WORK TO BE COMPLETED: Search the records for the word "Answer" and copy each line in which it appears.

RECORDED INFORMATION:
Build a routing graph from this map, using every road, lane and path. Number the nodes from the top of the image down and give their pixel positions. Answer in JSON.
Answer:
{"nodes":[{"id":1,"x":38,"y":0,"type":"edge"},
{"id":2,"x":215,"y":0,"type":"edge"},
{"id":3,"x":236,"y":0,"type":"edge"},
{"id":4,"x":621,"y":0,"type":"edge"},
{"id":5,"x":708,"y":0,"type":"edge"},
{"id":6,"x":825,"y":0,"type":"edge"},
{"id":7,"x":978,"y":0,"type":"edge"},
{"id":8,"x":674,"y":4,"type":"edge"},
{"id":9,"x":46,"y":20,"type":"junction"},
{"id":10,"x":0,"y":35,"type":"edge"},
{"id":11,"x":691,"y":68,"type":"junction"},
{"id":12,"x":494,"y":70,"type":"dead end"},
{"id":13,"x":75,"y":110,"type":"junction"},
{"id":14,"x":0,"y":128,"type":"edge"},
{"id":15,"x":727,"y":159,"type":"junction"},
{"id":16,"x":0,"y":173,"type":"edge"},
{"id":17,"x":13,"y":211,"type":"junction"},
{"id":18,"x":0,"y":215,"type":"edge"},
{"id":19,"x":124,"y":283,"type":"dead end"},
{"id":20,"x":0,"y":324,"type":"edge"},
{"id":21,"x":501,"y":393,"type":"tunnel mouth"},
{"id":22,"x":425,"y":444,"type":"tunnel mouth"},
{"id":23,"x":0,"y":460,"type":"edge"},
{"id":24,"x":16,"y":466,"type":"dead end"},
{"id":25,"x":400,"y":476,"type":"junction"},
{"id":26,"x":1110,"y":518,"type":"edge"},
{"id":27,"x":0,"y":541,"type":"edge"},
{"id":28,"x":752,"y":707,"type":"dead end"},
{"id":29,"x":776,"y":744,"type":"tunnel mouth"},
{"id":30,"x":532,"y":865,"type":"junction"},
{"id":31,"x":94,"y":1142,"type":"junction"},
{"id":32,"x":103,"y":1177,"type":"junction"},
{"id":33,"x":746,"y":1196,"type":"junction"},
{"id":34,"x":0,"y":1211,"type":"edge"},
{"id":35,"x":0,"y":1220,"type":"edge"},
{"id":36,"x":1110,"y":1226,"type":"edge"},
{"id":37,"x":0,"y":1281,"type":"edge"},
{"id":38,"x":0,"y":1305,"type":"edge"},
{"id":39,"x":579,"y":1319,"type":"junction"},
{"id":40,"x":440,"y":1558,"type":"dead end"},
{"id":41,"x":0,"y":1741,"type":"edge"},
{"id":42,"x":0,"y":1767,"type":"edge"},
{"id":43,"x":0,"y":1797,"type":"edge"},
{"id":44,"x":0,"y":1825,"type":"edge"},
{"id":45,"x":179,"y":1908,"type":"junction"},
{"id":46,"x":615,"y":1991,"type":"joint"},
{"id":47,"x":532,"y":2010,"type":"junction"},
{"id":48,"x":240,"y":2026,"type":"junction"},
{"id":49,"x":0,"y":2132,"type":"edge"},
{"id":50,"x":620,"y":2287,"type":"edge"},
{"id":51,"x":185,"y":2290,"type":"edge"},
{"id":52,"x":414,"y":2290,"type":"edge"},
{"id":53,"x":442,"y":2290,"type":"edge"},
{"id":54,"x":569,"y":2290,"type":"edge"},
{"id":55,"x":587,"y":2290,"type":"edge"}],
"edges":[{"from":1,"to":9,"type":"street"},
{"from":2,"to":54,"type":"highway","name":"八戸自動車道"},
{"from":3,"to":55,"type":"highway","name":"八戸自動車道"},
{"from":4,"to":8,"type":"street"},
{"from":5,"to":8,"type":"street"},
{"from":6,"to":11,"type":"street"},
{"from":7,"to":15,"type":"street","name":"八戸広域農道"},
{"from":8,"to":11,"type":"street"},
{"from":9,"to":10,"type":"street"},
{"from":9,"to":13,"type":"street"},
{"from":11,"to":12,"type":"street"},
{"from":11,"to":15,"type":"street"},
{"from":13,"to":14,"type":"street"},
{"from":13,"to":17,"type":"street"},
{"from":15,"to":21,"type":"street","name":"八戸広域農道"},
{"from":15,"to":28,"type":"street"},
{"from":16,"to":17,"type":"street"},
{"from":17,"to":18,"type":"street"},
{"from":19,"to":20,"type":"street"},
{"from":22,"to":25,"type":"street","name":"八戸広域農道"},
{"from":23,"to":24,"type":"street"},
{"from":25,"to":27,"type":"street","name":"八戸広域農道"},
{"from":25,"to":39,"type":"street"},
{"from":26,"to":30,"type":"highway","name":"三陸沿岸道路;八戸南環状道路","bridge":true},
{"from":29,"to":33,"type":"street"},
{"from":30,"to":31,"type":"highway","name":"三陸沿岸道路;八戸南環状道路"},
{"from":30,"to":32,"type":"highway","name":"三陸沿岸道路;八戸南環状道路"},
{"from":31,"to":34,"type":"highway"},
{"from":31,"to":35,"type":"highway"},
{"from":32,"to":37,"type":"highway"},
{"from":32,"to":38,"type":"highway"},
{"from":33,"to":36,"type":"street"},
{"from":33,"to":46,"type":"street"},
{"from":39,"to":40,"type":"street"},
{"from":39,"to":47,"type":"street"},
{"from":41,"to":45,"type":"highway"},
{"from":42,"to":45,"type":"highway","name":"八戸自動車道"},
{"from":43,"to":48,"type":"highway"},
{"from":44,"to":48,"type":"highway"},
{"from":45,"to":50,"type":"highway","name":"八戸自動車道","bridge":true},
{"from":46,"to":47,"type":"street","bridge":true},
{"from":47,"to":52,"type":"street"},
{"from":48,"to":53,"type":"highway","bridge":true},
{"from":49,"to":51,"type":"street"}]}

OUTPUT FOR THIS TASK:
Build a routing graph from this map, using every road, lane and path. Number the nodes from the top of the image down and give their pixel positions. Answer in JSON.
Answer:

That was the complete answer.